But, as the Unitarian Universalist Association (UUA) President Peter Morales describes as reported in the UUA World, the growing diversity of the leadership of even this remarkably open and accepting faith masks a deeper barrier to true diversity
When we look more closely at the change in our professional ministry, we see that the vast majority of women, gays, and lesbians admitted were middle class, well-educated people of European descent.The barriers of race and sexual orientation, while challenging, are as nothing compared to the fortress-like walls presented by interconnected differences of culture, education, and social class.
The UUA can be justifiably proud that its two most recent leaders are not from white Anglo backgrounds. Morales is of Mexican descent. His predecessor, Bill Sinkford, is black. But these steps forward hide the fact that class and culture barriers remain intact. Morales again:
We have seen this in our nation with the election of Barack Obama and in our UU movement with the election of the Rev. William G. Sinkford and myself to the presidency. Each of us is less threatening to the dominant culture because we are the products of elite educations and have spent our lives in the dominant culture. If Barack Obama sounded like a poor urban African American he could not have been elected. If I sounded like San Antonio’s West Side barrio, I would not [be] president of our Association.The barriers of race, gender, and sexual orientation are challenging - make no mistake about it. These differences activate strong hard-wired fears of difference. Those who look or love differently from us make us fearful and wary. But, with honest and courageous effort, we can enter into open dialogue. We begin to understand that they are like us - we have so much in common beneath the superficial differences.
But this moment of conversion happens because more basic, more essential, facilitators of dialogue are present - they are based on other similarities. If class and culture match, we have the tools we need to cut through other differences. Yet we have not connected simply on the basis of being human. We have connected because we share similar struggles, like similar writing, speak in similar vernacular, and have similar goals. We have a common 'language' to allow us to see beyond our differences.
It is when cultural and educational differences between people directly frustrates attempts and deep communication - when common ground can not be found because we approach life with different stories, with deeply different perspectives based on educational background, and deeply different interests - that we fail to connect.
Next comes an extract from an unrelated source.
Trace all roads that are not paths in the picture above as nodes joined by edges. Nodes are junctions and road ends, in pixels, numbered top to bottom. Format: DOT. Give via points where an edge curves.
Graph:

This is the continuing problem of our world. The divide between rich and poor grows larger in Britain and elsewhere and the divides are not necessarily around skin color, gender, or sexual orientation. The divides are based on class and culture which translate into the presence or absence of opportunity. This is a justice issue - perhaps the single greatest justice issue of the developed nations. As long as class and cultural differences continue to define who we can understand and who has a chance to get ahead, there will not be true equality.
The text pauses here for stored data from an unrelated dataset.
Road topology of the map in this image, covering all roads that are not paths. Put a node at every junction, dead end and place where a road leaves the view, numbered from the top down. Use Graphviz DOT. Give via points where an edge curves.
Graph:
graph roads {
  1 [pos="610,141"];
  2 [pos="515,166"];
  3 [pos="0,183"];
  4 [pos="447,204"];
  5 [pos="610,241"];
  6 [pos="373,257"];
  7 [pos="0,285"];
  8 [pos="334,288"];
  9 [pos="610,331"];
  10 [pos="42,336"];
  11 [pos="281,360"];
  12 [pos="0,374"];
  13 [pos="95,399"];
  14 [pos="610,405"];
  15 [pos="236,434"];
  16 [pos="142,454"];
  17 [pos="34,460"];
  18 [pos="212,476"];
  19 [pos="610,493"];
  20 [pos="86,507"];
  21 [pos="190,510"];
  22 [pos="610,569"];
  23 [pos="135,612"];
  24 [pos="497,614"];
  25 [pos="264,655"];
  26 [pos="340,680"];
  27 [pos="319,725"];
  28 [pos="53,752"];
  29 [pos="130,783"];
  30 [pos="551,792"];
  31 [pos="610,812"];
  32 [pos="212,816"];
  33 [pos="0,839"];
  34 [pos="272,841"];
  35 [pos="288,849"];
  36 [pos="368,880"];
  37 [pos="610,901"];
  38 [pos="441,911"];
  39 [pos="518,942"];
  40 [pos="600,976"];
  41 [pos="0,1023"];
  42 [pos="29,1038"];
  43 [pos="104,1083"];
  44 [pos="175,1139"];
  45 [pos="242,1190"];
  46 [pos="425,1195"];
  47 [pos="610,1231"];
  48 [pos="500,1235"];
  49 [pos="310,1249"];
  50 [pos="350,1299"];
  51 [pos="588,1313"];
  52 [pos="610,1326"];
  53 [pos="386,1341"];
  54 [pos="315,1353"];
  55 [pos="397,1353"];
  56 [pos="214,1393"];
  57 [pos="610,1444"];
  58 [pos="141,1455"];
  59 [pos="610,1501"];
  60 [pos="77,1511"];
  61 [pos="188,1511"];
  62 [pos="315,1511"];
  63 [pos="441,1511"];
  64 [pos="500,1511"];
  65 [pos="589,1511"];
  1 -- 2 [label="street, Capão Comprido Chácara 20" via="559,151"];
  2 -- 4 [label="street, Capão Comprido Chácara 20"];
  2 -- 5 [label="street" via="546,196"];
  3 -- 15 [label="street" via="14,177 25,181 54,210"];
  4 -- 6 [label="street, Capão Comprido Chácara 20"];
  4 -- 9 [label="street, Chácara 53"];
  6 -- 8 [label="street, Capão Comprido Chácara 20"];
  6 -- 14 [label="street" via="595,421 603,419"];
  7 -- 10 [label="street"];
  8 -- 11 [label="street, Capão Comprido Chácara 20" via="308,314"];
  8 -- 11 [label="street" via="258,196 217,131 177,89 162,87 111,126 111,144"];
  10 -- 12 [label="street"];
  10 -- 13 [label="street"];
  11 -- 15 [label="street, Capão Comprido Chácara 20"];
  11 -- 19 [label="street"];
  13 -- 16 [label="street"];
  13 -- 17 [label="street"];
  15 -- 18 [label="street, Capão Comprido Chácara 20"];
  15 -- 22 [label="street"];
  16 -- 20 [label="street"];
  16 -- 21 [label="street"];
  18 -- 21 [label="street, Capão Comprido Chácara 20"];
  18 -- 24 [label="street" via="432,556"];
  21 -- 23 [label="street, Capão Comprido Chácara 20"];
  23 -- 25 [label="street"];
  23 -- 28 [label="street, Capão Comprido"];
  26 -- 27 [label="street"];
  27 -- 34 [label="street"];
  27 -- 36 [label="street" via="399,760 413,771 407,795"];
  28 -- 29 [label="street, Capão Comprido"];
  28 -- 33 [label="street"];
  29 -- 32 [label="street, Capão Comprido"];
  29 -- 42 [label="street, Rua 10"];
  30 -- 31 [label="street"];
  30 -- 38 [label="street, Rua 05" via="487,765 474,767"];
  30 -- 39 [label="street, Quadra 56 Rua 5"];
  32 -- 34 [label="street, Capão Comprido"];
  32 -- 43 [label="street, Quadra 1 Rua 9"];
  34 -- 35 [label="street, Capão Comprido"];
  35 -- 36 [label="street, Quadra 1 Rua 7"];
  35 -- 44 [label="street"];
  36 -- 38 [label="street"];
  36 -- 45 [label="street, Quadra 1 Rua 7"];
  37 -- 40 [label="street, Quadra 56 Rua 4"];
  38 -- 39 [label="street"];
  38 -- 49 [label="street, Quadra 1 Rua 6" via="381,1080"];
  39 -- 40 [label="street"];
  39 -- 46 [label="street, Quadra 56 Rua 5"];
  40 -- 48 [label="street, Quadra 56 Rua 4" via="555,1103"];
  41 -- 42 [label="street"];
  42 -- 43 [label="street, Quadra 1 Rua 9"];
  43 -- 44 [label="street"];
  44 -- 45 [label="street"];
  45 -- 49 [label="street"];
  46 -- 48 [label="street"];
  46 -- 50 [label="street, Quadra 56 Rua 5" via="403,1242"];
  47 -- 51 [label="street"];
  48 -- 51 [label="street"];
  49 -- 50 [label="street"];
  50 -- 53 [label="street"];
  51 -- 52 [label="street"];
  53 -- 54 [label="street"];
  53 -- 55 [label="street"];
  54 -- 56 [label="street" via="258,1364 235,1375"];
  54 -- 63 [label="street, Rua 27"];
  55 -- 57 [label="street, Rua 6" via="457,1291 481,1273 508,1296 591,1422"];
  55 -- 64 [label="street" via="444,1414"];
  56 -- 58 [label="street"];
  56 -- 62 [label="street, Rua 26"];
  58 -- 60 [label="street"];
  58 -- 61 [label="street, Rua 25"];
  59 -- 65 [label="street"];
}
But as Peter Morales adds, this is not so much a practical or political issue, but rather a deeper question of who we choose to be as human beings and to what vision we are dedicated:
This great challenge of culture and class is ultimately a religious, moral, and spiritual issue rather than a social justice issue. Perhaps the great challenge for us [...] is whether we can learn to understand, accept, include, and ultimately love our neighbors who are different from us.The work is enormous and may never be completed. That is no reason not to begin it. The first step - as always - is the vision. Can we imagine a society where class advantages disappear? Can we imagine a society where our cultural background does not define our opportunities? I hope that we can commit to that kind of a future and begin the work today of trying to understand across the great barriers that would divide the human family.